> [MATERIAL FOR THIS EXERCISE]
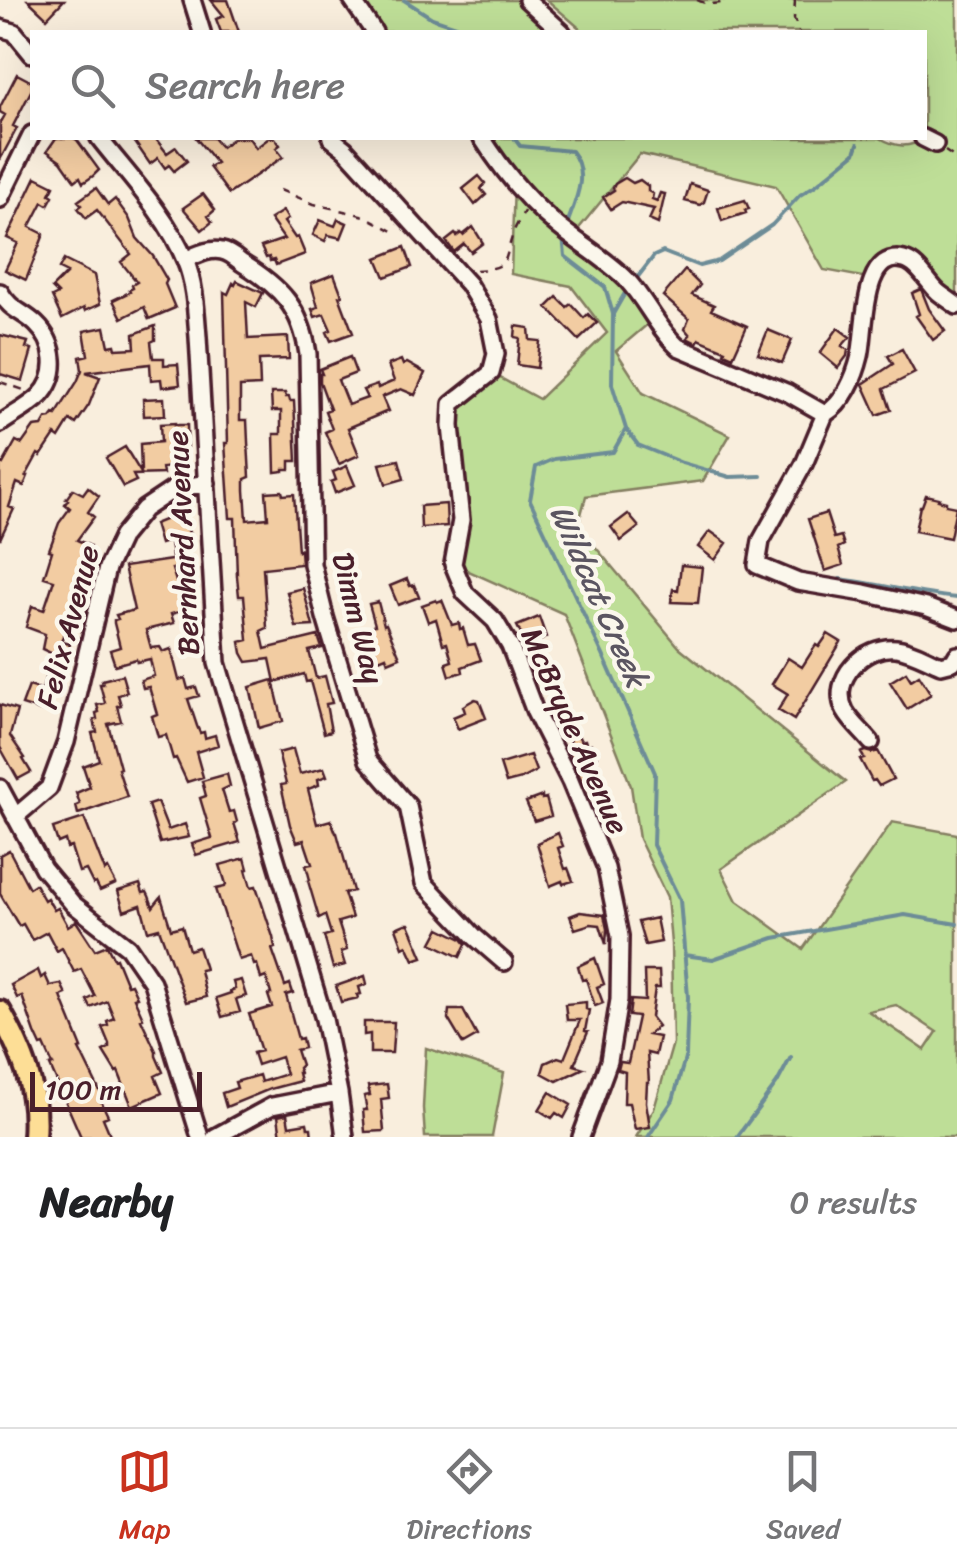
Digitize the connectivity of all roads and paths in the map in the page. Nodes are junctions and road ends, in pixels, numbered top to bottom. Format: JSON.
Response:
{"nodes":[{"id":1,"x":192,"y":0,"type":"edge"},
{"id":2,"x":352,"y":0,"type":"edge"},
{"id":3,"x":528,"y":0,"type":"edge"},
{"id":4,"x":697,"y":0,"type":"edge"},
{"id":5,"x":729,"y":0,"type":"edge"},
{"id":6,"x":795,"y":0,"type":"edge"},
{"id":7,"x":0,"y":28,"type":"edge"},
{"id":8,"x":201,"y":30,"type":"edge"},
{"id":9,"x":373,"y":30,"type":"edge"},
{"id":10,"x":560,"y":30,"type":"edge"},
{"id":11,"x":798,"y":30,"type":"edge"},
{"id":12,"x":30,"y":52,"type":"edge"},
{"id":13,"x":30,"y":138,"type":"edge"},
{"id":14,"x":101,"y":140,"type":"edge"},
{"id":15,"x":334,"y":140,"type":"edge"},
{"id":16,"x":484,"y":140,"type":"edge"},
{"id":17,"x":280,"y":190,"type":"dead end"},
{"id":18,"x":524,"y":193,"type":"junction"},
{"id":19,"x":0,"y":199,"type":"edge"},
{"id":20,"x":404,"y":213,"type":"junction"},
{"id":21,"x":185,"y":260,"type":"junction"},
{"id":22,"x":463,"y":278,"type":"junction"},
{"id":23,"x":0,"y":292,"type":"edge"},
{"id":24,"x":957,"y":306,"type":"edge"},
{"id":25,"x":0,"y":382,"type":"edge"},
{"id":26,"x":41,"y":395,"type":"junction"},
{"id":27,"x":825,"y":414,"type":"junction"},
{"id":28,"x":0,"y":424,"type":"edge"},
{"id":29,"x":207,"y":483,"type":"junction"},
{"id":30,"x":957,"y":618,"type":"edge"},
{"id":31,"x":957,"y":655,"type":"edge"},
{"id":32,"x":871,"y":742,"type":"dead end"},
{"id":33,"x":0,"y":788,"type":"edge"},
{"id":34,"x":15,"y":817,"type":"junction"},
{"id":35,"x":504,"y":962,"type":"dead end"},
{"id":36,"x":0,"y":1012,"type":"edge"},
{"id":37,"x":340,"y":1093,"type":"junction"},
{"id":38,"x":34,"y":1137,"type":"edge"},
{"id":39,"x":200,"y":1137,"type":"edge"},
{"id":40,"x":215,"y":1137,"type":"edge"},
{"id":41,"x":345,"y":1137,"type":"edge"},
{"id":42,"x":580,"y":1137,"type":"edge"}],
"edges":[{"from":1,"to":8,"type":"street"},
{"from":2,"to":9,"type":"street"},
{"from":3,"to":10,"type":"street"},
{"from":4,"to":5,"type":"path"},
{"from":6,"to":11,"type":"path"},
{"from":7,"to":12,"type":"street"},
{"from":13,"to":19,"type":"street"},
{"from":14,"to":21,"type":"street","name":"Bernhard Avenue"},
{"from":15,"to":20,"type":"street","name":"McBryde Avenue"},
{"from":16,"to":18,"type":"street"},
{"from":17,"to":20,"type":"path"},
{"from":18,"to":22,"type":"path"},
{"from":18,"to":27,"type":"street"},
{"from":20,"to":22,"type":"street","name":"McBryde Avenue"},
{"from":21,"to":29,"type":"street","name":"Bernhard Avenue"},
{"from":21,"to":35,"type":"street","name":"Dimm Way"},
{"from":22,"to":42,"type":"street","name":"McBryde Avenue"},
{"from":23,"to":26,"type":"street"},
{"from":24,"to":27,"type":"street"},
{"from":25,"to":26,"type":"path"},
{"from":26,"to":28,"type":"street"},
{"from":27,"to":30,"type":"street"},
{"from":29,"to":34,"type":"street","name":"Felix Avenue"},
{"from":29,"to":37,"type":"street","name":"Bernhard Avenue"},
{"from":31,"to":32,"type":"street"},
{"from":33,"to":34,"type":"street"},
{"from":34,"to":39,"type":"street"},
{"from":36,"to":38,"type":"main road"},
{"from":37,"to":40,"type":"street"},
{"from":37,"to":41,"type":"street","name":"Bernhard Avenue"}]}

> [TASK BRIEF]
Leave the pictures aside and give the records above back word for word.

> [RESULT FOR THIS TASK]
Digitize the connectivity of all roads and paths in the map in the page. Nodes are junctions and road ends, in pixels, numbered top to bottom. Format: JSON.
Response:
{"nodes":[{"id":1,"x":192,"y":0,"type":"edge"},
{"id":2,"x":352,"y":0,"type":"edge"},
{"id":3,"x":528,"y":0,"type":"edge"},
{"id":4,"x":697,"y":0,"type":"edge"},
{"id":5,"x":729,"y":0,"type":"edge"},
{"id":6,"x":795,"y":0,"type":"edge"},
{"id":7,"x":0,"y":28,"type":"edge"},
{"id":8,"x":201,"y":30,"type":"edge"},
{"id":9,"x":373,"y":30,"type":"edge"},
{"id":10,"x":560,"y":30,"type":"edge"},
{"id":11,"x":798,"y":30,"type":"edge"},
{"id":12,"x":30,"y":52,"type":"edge"},
{"id":13,"x":30,"y":138,"type":"edge"},
{"id":14,"x":101,"y":140,"type":"edge"},
{"id":15,"x":334,"y":140,"type":"edge"},
{"id":16,"x":484,"y":140,"type":"edge"},
{"id":17,"x":280,"y":190,"type":"dead end"},
{"id":18,"x":524,"y":193,"type":"junction"},
{"id":19,"x":0,"y":199,"type":"edge"},
{"id":20,"x":404,"y":213,"type":"junction"},
{"id":21,"x":185,"y":260,"type":"junction"},
{"id":22,"x":463,"y":278,"type":"junction"},
{"id":23,"x":0,"y":292,"type":"edge"},
{"id":24,"x":957,"y":306,"type":"edge"},
{"id":25,"x":0,"y":382,"type":"edge"},
{"id":26,"x":41,"y":395,"type":"junction"},
{"id":27,"x":825,"y":414,"type":"junction"},
{"id":28,"x":0,"y":424,"type":"edge"},
{"id":29,"x":207,"y":483,"type":"junction"},
{"id":30,"x":957,"y":618,"type":"edge"},
{"id":31,"x":957,"y":655,"type":"edge"},
{"id":32,"x":871,"y":742,"type":"dead end"},
{"id":33,"x":0,"y":788,"type":"edge"},
{"id":34,"x":15,"y":817,"type":"junction"},
{"id":35,"x":504,"y":962,"type":"dead end"},
{"id":36,"x":0,"y":1012,"type":"edge"},
{"id":37,"x":340,"y":1093,"type":"junction"},
{"id":38,"x":34,"y":1137,"type":"edge"},
{"id":39,"x":200,"y":1137,"type":"edge"},
{"id":40,"x":215,"y":1137,"type":"edge"},
{"id":41,"x":345,"y":1137,"type":"edge"},
{"id":42,"x":580,"y":1137,"type":"edge"}],
"edges":[{"from":1,"to":8,"type":"street"},
{"from":2,"to":9,"type":"street"},
{"from":3,"to":10,"type":"street"},
{"from":4,"to":5,"type":"path"},
{"from":6,"to":11,"type":"path"},
{"from":7,"to":12,"type":"street"},
{"from":13,"to":19,"type":"street"},
{"from":14,"to":21,"type":"street","name":"Bernhard Avenue"},
{"from":15,"to":20,"type":"street","name":"McBryde Avenue"},
{"from":16,"to":18,"type":"street"},
{"from":17,"to":20,"type":"path"},
{"from":18,"to":22,"type":"path"},
{"from":18,"to":27,"type":"street"},
{"from":20,"to":22,"type":"street","name":"McBryde Avenue"},
{"from":21,"to":29,"type":"street","name":"Bernhard Avenue"},
{"from":21,"to":35,"type":"street","name":"Dimm Way"},
{"from":22,"to":42,"type":"street","name":"McBryde Avenue"},
{"from":23,"to":26,"type":"street"},
{"from":24,"to":27,"type":"street"},
{"from":25,"to":26,"type":"path"},
{"from":26,"to":28,"type":"street"},
{"from":27,"to":30,"type":"street"},
{"from":29,"to":34,"type":"street","name":"Felix Avenue"},
{"from":29,"to":37,"type":"street","name":"Bernhard Avenue"},
{"from":31,"to":32,"type":"street"},
{"from":33,"to":34,"type":"street"},
{"from":34,"to":39,"type":"street"},
{"from":36,"to":38,"type":"main road"},
{"from":37,"to":40,"type":"street"},
{"from":37,"to":41,"type":"street","name":"Bernhard Avenue"}]}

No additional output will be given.